LADDER SAFETY (OSHA 1926.1053)
Falls from ladders are a leading cause of fatal injuries in general industry and construction. OSHA prioritizes these preventable incidents during enforcement, leading to ladder safety violations consistently landing on their top ten citations each year.
Factors that contribute to falls from ladders include:
- Worker inexperience or lack of training
- Improper ladder selection
- Improper use of a ladder
- Ladder overlading
- Lader not being set up on a flat, level surface or at a proper angle
- Not extending ladder above access point
- Lack of safe access
OSHA 1926.1053 requirements apply to all ladder types including self-supporting portable, not self-supporting portable, fixed, and job-made.
- Specifies load sizes that each ladder type must be capable of supporting without failure.

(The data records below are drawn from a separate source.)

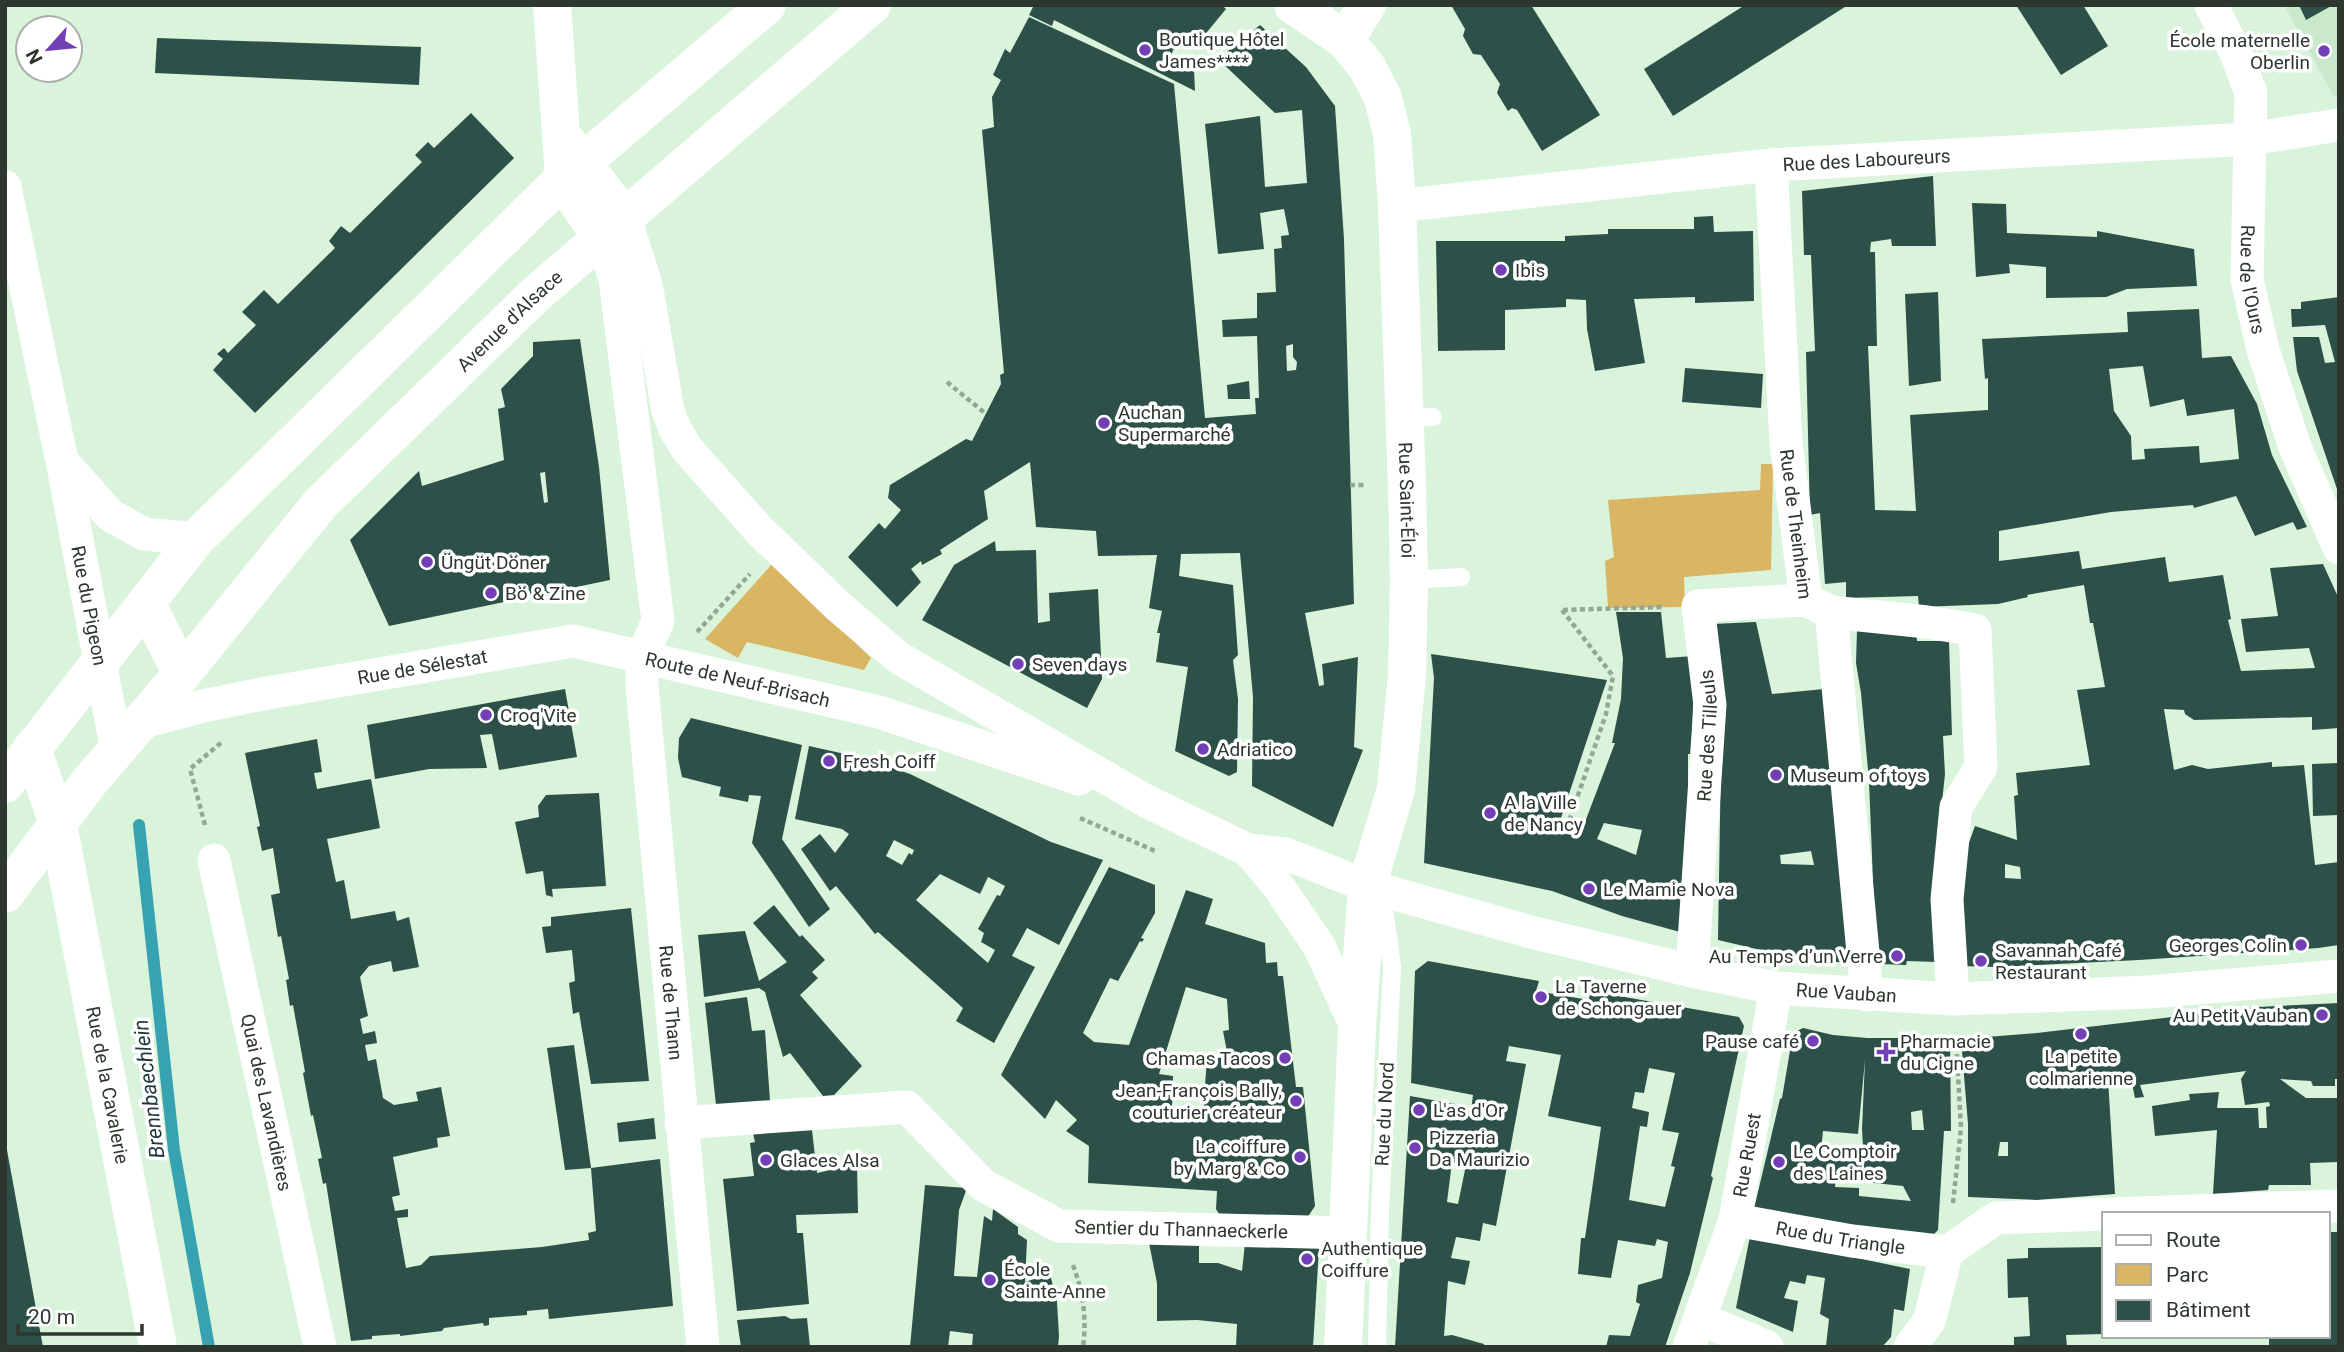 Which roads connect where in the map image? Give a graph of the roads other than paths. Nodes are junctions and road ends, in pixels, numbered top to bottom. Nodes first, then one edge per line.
1 (552, 5) edge
2 (767, 5) edge
3 (872, 5) edge
4 (1293, 5) edge
5 (1367, 5) edge
6 (2211, 5) edge
7 (1345, 40) junction
8 (2339, 125) edge
9 (2249, 139) junction
10 (569, 160) junction
11 (1771, 165) junction
12 (5, 187) edge
13 (1397, 206) junction
14 (613, 229) junction
15 (62, 461) junction
16 (196, 539) junction
17 (2339, 548) edge
18 (1461, 577) dead end
19 (1409, 580) junction
20 (146, 603) junction
21 (1818, 606) junction
22 (642, 657) junction
23 (100, 662) junction
24 (182, 674) junction
25 (202, 706) junction
26 (128, 737) junction
27 (19, 740) edge
28 (90, 781) junction
29 (5, 784) edge
30 (1148, 802) junction
31 (58, 824) junction
32 (1248, 850) junction
33 (214, 860) road end
34 (1276, 883) junction
35 (1367, 886) junction
36 (5, 894) edge
37 (1692, 971) junction
38 (2339, 976) edge
39 (1776, 988) junction
40 (1867, 995) junction
41 (1953, 999) junction
42 (1357, 1028) junction
43 (681, 1123) junction
44 (2339, 1206) edge
45 (2164, 1212) edge
46 (2102, 1214) edge
47 (1735, 1220) junction
48 (1348, 1233) junction
49 (1947, 1252) junction
50 (1695, 1333) edge
51 (158, 1347) edge
52 (320, 1347) edge
53 (703, 1347) edge
54 (1343, 1347) edge
55 (1377, 1347) edge
56 (1768, 1347) edge
57 (1910, 1347) edge

1 - 10 main road
2 - 10 main road
3 - 14 main road, Avenue d'Alsace
4 - 7 main road, Rue Saint-Éloi
5 - 7 main road
6 - 9 street, Rue de l'Ours
7 - 13 main road, Rue Saint-Éloi
8 - 9 street, Rue des Laboureurs
9 - 11 street, Rue des Laboureurs
9 - 17 street, Rue de l'Ours
10 - 14 main road, Route de Neuf-Brisach
10 - 16 main road
11 - 13 street, Rue des Laboureurs
11 - 21 street, Rue de Theinheim
12 - 15 street, Rue du Pigeon
13 - 19 main road, Rue Saint-Éloi
14 - 22 street, Route de Neuf-Brisach
14 - 24 main road, Avenue d'Alsace
14 - 30 street, Route de Neuf-Brisach
15 - 16 street, Rue du Pigeon
15 - 23 street, Rue du Pigeon
16 - 20 main road
18 - 19 lane
19 - 35 main road, Rue Saint-Éloi
20 - 23 main road
20 - 24 main road
21 - 37 street, Rue des Tilleuls
21 - 40 street, Rue de Theinheim
21 - 41 street
22 - 25 street, Rue de Sélestat
22 - 30 street, Route de Neuf-Brisach
22 - 43 street, Rue de Thann
23 - 26 street, Rue du Pigeon
23 - 27 main road
24 - 25 street
24 - 26 main road, Avenue d'Alsace
25 - 26 street, Rue de Sélestat
26 - 28 main road, Avenue d'Alsace
27 - 28 main road
27 - 29 main road
27 - 31 main road
28 - 31 main road, Avenue d'Alsace
30 - 32 street, Route de Neuf-Brisach
31 - 36 main road, Avenue d'Alsace
31 - 51 main road, Rue de la Cavalerie
32 - 34 street, Route de Neuf-Brisach
32 - 35 street, Route de Neuf-Brisach
33 - 52 street, Quai des Lavandières
34 - 35 street
34 - 42 street, Route de Neuf-Brisach
35 - 37 street, Rue Vauban
35 - 42 main road, Rue Saint-Éloi
35 - 55 lane, Rue du Nord
37 - 39 street, Rue Vauban
38 - 41 street, Rue Vauban
39 - 40 street, Rue Vauban
39 - 47 street, Rue Ruest
40 - 41 street, Rue Vauban
42 - 48 main road, Rue du Nord
43 - 48 street, Sentier du Thannaeckerle
43 - 53 street, Rue de Thann
44 - 45 street
46 - 49 street
47 - 49 street, Rue du Triangle
47 - 50 street, Rue Ruest
48 - 54 main road, Rue du Nord
49 - 57 street
50 - 56 street, Rue Ruest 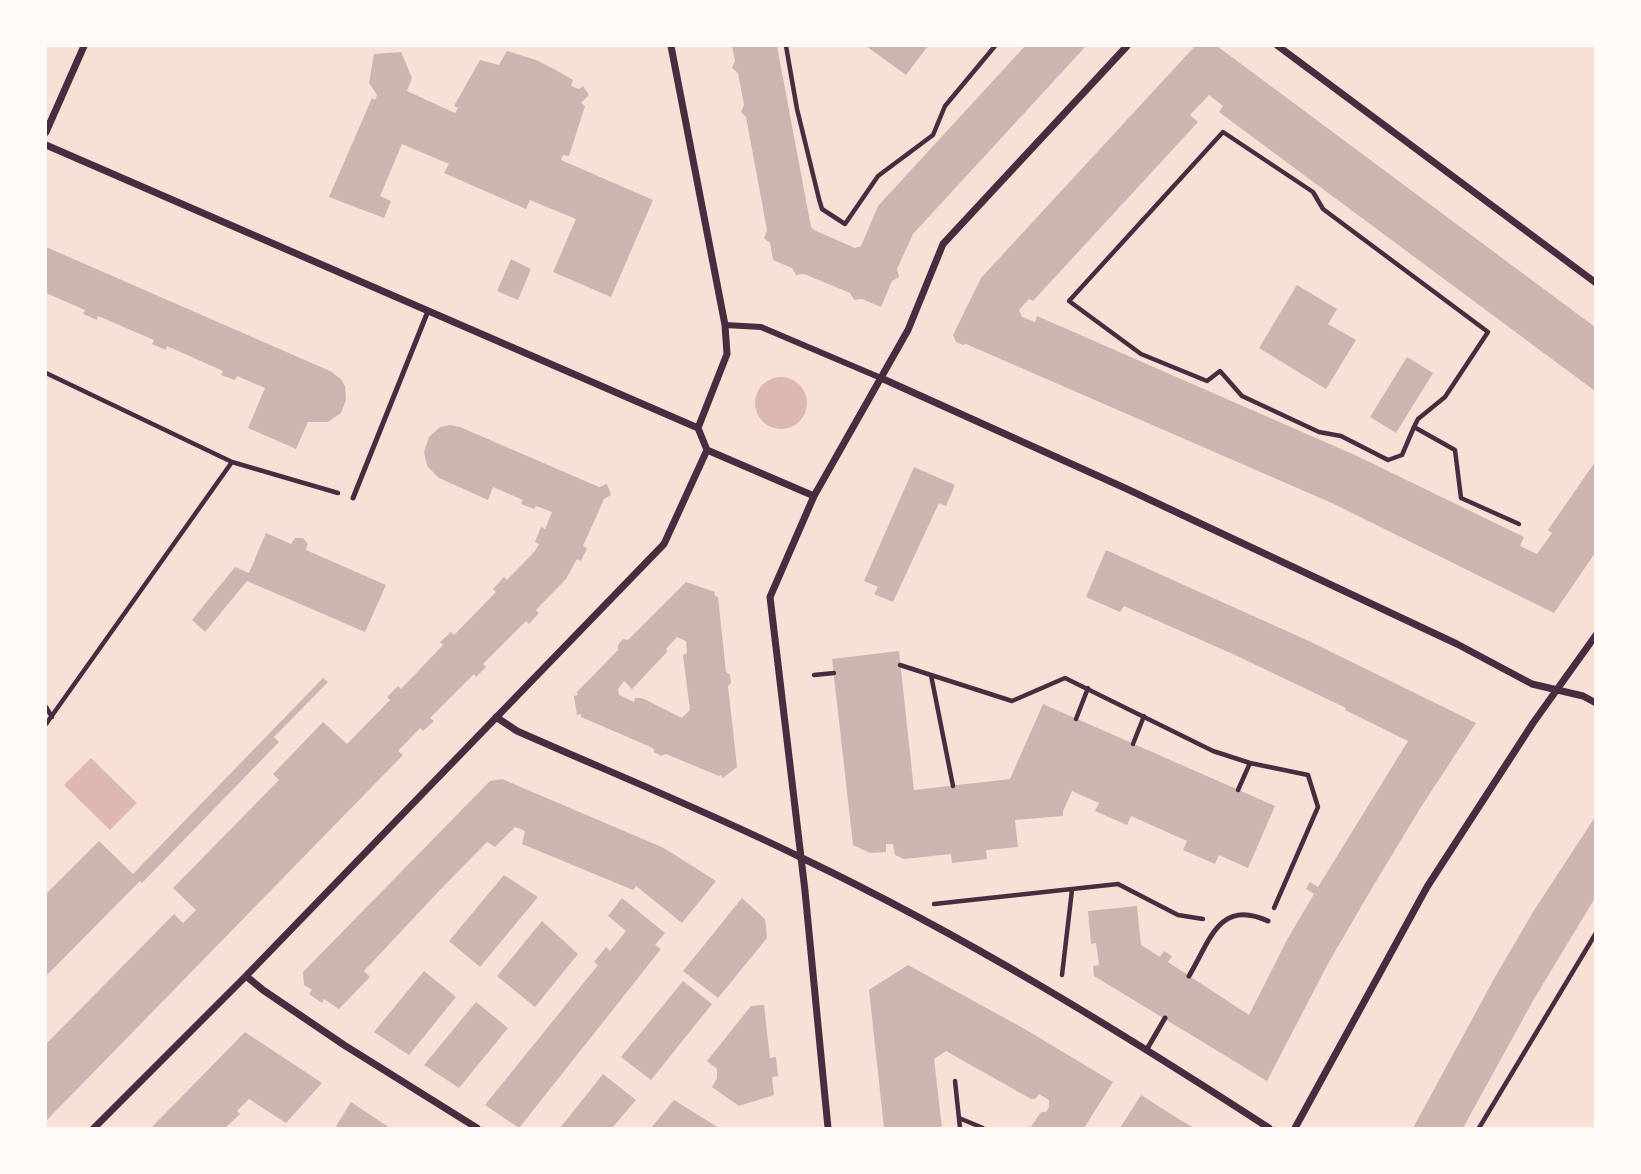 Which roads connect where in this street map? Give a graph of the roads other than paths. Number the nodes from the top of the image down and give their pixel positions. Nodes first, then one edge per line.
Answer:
1 (84, 46) edge
2 (671, 46) edge
3 (1127, 46) edge
4 (1278, 46) edge
5 (46, 132) edge
6 (46, 145) edge
7 (1595, 283) edge
8 (428, 311) junction
9 (725, 325) junction
10 (881, 379) junction
11 (698, 428) junction
12 (707, 450) junction
13 (814, 496) junction
14 (353, 498) road end
15 (1595, 635) edge
16 (1558, 690) junction
17 (1595, 703) edge
18 (496, 717) junction
19 (800, 856) junction
20 (1268, 921) road end
21 (246, 976) junction
22 (1189, 976) dead end
23 (1165, 1018) dead end
24 (1147, 1049) junction
25 (94, 1129) edge
26 (477, 1129) edge
27 (828, 1129) edge
28 (1269, 1129) edge
29 (1294, 1129) edge

1 - 5 street
2 - 9 street
3 - 10 street
4 - 7 street
6 - 8 street
8 - 11 street
8 - 14 lane
9 - 10 street
9 - 11 street
10 - 13 street
10 - 16 street
11 - 12 street
12 - 13 street
12 - 18 street
13 - 19 street
15 - 16 street
16 - 17 street
16 - 29 street
18 - 19 street
18 - 21 street
19 - 24 street
19 - 27 street
20 - 22 lane
21 - 25 street
21 - 26 street
23 - 24 lane
24 - 28 street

- Designates spacing for rungs, cleats, and steps which must be parallel, level, and uniformly spaced when the ladder is in position for use
- Requires that ladder rungs are manufactured in a shape such that employees' feet cannot slide off the end of rungs and treated with skid-resistant material.
- Prohibits ladders from being tied or fastened together to provide longer sections unless they are specifically designed for such use
- Requires that ladder components are surfaced so as to prevent injury to a worker from punctures or lacerations and to prevent snagging of clothing
- Requires that when two or more separate ladders are used to reach an elevated work area that the ladders must be offset with a platform or landing between them.
In 2016, OSHA established a new rule regarding ladder safety requirements to protect workers from falling off of fixed and portable ladders as well as mobile ladder stands and platforms through OSHA 3903 Walking-Working Surfaces and Fall Protection Final Rule.